Un moment que je voulais te donner des nouvelles de la poule. Celle que le coq persécutait, qu’on avait mise en liberté, hors du parc.
Tu vas peut-être trouver ça étrange : il me semble que je te dois encore de ses nouvelles, qu’il s’agit d’une petite chose importante. Quelque chose qu’on a commencé, qu’il est bon de finir.
Elle s’est bien remise, blessures raccommodées, plumage superbe. Toujours flippée, mais de moins en moins. Et curieuse, comme toutes les poules, régulièrement en contact avec les autres (et le coq), au travers du grillage. Et pondant allègrement. Bon signe.
Un jour j’essaie de remettre tout le monde ensemble, le coq lui fonce dessus. Elle reste donc seule en territoire libre.
Elle dormait au pied d’un mur, abritée sous le buisson de sauge. Depuis quelques semaines avec le froid elle avait trouvé un meilleur endroit : dans un recoin contre le mur de la maison, au-dessus d’elle le chèvrefeuille au feuillage persistant : plus au chaud, plus protégée. On avait laissé faire. Elle rentrait se coucher vers 17h, nous tolérions alors qu’elle franchisse les grilles de la cour, tant pis pour les risques de fientes sur le passage. On se disait C’est l’hiver, on peut assouplir certaines règles.
Hier il semble qu’elle ne soit pas allée dormir contre la maison. (Ça arrivait parfois, quand la grille était fermée.) Pourtant la grille était entrouverte – j’en suis presque sûr.

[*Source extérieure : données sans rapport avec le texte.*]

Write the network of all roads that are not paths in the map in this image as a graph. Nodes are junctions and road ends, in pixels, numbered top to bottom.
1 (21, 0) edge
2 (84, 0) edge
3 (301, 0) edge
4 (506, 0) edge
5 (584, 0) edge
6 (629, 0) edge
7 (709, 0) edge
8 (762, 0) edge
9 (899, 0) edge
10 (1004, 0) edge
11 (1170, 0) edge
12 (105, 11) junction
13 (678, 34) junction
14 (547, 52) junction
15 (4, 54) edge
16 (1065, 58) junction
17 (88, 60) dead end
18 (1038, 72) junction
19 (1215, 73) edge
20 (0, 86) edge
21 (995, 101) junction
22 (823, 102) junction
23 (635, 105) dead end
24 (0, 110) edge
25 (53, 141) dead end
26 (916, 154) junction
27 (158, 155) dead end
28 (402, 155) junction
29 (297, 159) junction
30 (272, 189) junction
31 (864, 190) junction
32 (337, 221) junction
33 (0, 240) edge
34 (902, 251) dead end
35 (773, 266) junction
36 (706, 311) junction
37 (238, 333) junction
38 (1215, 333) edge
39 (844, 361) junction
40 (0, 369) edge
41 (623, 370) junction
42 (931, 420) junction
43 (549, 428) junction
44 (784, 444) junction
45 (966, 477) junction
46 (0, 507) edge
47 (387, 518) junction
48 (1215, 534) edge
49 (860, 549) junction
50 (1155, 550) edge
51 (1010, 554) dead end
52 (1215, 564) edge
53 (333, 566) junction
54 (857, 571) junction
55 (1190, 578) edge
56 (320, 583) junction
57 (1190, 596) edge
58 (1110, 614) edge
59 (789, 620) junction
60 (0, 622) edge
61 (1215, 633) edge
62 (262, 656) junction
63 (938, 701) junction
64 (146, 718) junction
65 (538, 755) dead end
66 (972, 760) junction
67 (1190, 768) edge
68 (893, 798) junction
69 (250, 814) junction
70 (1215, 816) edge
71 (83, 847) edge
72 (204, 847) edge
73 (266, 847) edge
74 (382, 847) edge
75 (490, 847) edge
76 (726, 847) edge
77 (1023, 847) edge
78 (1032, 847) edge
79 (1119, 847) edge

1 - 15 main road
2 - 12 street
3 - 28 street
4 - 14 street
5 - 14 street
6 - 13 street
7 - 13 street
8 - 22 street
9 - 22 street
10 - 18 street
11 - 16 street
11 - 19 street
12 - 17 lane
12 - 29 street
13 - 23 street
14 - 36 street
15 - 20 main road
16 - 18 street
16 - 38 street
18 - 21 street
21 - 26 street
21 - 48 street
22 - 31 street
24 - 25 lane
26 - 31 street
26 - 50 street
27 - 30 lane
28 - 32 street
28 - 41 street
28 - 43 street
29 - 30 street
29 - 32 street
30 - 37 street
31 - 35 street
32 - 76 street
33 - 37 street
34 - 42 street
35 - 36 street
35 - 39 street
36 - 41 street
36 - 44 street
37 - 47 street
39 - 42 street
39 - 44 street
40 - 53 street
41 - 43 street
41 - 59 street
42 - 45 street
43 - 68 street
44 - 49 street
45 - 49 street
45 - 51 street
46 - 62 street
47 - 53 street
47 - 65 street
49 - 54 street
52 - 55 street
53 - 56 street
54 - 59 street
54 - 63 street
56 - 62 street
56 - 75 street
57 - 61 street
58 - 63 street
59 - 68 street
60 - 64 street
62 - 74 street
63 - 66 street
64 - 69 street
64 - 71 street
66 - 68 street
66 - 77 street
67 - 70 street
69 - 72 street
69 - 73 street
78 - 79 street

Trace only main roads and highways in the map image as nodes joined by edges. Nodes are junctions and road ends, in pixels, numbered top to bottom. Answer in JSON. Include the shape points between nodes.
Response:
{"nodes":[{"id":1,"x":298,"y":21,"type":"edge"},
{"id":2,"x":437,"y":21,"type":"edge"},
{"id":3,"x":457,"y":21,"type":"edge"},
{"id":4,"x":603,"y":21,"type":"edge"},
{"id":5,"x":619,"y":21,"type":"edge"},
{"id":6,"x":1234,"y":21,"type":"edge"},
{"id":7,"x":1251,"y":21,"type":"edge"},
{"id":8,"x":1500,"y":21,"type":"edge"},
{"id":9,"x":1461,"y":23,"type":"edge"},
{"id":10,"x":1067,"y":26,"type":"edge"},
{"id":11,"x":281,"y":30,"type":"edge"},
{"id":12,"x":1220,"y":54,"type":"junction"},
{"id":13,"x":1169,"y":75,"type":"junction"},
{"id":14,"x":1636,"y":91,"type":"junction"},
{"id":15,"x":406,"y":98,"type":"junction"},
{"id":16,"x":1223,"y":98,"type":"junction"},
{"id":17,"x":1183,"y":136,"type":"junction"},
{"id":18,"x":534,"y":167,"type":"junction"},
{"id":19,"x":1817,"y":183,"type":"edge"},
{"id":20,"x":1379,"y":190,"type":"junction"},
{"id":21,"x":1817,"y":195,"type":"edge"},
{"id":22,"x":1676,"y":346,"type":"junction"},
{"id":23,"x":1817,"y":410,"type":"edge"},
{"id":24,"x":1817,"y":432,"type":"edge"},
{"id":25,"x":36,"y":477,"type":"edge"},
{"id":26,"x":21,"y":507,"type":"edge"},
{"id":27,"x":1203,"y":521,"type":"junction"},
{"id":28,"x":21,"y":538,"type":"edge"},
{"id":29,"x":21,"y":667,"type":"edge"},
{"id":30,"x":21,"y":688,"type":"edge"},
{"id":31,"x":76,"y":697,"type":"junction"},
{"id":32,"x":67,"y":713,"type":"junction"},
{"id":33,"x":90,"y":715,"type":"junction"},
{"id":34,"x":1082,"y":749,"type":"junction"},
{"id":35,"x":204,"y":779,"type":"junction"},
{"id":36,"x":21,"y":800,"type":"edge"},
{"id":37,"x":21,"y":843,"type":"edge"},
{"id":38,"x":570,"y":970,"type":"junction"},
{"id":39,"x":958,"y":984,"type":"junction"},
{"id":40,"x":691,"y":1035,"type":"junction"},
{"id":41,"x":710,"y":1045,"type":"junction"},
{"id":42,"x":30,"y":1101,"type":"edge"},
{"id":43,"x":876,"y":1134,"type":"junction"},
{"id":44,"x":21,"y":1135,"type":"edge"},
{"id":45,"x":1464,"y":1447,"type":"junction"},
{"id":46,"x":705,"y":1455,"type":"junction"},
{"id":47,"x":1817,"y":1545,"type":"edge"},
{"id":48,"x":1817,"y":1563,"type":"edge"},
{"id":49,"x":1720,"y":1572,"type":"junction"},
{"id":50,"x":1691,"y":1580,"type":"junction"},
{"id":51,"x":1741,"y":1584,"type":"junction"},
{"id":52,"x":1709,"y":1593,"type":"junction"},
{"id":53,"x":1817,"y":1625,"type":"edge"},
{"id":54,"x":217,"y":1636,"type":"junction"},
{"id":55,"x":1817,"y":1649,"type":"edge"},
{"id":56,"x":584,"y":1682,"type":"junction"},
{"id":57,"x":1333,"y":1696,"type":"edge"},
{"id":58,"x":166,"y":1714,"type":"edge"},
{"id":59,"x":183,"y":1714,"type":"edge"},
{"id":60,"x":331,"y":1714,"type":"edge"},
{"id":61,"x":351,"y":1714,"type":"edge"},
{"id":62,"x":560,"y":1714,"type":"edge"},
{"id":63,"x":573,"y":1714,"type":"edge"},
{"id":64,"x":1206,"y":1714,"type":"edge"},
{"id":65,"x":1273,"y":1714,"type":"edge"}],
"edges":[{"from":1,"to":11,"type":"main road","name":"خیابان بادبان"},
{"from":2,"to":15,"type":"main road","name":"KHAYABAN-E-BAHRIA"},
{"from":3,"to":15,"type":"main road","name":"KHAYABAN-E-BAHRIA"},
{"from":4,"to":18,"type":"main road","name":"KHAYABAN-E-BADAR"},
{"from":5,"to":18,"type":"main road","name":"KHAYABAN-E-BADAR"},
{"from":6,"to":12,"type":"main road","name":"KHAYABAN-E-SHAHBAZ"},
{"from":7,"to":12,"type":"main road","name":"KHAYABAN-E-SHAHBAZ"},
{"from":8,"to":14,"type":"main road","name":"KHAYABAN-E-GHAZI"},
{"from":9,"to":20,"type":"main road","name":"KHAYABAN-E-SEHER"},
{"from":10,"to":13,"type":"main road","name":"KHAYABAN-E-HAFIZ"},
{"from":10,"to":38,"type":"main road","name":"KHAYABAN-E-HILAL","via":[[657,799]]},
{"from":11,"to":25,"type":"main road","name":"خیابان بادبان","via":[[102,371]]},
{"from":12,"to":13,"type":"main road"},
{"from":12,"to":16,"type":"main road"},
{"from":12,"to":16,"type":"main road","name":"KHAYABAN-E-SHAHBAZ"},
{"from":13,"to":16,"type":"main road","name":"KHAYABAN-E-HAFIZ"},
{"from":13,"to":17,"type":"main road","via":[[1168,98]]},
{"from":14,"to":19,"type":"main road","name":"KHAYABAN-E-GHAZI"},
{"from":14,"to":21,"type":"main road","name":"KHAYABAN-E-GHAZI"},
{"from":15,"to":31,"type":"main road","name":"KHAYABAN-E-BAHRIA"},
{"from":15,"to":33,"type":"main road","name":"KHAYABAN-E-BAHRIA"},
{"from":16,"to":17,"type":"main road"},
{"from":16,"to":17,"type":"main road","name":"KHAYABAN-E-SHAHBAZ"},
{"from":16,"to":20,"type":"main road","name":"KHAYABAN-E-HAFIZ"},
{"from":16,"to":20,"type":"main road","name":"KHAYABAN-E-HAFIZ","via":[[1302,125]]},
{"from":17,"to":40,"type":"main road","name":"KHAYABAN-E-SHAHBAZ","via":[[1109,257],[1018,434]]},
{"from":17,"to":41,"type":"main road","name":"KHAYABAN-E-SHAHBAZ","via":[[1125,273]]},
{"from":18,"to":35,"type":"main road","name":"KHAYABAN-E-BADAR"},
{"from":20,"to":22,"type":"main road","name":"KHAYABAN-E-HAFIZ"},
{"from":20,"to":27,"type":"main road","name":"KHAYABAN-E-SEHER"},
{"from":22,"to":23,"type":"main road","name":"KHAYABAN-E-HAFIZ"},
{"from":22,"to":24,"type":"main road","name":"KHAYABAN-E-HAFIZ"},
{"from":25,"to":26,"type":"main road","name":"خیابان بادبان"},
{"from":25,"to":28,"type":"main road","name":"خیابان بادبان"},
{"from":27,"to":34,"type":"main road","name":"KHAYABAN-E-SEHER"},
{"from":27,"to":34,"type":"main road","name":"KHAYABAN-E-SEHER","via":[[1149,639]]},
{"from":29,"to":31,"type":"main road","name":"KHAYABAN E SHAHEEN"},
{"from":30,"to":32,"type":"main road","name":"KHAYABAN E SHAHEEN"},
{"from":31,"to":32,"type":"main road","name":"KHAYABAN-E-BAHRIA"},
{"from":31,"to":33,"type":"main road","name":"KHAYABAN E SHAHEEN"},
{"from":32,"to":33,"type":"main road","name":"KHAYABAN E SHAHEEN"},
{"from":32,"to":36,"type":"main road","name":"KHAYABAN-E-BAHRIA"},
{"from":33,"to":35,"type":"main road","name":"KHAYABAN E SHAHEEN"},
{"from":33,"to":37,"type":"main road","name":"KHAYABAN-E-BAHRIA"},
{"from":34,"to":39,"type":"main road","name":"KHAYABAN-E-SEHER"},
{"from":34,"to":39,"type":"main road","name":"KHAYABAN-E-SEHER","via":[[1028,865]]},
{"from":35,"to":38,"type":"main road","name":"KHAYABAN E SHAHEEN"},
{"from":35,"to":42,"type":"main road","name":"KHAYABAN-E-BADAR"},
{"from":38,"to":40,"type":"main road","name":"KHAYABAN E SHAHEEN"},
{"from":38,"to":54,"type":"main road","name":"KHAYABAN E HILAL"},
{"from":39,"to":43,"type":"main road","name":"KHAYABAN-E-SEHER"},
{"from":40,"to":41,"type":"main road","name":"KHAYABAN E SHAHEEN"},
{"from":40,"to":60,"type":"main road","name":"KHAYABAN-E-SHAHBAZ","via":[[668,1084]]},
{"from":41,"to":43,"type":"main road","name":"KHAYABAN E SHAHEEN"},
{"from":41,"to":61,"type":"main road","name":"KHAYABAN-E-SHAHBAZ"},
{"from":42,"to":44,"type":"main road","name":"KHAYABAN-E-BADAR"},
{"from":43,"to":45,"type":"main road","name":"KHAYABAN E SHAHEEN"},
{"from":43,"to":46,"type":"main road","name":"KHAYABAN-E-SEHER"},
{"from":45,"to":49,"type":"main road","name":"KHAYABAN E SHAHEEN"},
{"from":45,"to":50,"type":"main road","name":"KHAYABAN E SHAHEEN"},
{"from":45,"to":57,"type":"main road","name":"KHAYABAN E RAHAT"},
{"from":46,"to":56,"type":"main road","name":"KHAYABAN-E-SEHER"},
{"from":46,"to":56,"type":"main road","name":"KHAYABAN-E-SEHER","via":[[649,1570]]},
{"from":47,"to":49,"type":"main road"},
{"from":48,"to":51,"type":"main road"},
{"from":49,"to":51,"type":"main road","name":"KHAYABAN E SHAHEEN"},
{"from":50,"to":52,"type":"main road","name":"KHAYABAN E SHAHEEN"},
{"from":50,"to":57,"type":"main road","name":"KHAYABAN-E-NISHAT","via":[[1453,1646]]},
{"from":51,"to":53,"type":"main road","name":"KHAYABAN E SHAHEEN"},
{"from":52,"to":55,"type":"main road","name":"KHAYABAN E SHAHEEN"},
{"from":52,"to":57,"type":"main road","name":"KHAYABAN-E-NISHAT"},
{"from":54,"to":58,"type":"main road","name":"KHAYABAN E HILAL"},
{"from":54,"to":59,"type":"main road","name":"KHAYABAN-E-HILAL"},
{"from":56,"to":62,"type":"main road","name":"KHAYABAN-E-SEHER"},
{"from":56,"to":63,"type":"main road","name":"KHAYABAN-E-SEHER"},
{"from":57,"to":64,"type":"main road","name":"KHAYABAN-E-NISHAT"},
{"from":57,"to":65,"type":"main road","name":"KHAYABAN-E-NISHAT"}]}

Ce matin il y avait cinq six plumes, blanches, sous la sauge, puis dans l’herbe à côté. C’est tout. Discrets vestiges d’un animal qui quelques années a côtoyé nos jours, dont nous mangions les œufs. Les choses de la vie vont vite, parfois.
Laurent
PS : J’aurais pu, comme je l’ai pensé, te donner de ses nouvelles plus tôt. De bonnes nouvelles, alors. Tant pis : dans mes messages précédents j’ai préféré parler de choses humaines qui me préoccupent.
PS 2 : Debout devant l’évier de la cuisine, je regarde les montagnes. L’impression d’avoir fait ce que j’avais à faire. En tous cas ce que j’avais besoin de faire. Dans la cour, au premier plan (cette fois j’ai laissé la grille grande ouverte), elle apparaît. La blanche, dont je viens de raconter la disparition sous les crocs présumés d’un renard : elle est là, blanche, collerette noire, crête retombante, tout à fait vivante. Je me marre : l’histoire n’est pas finie.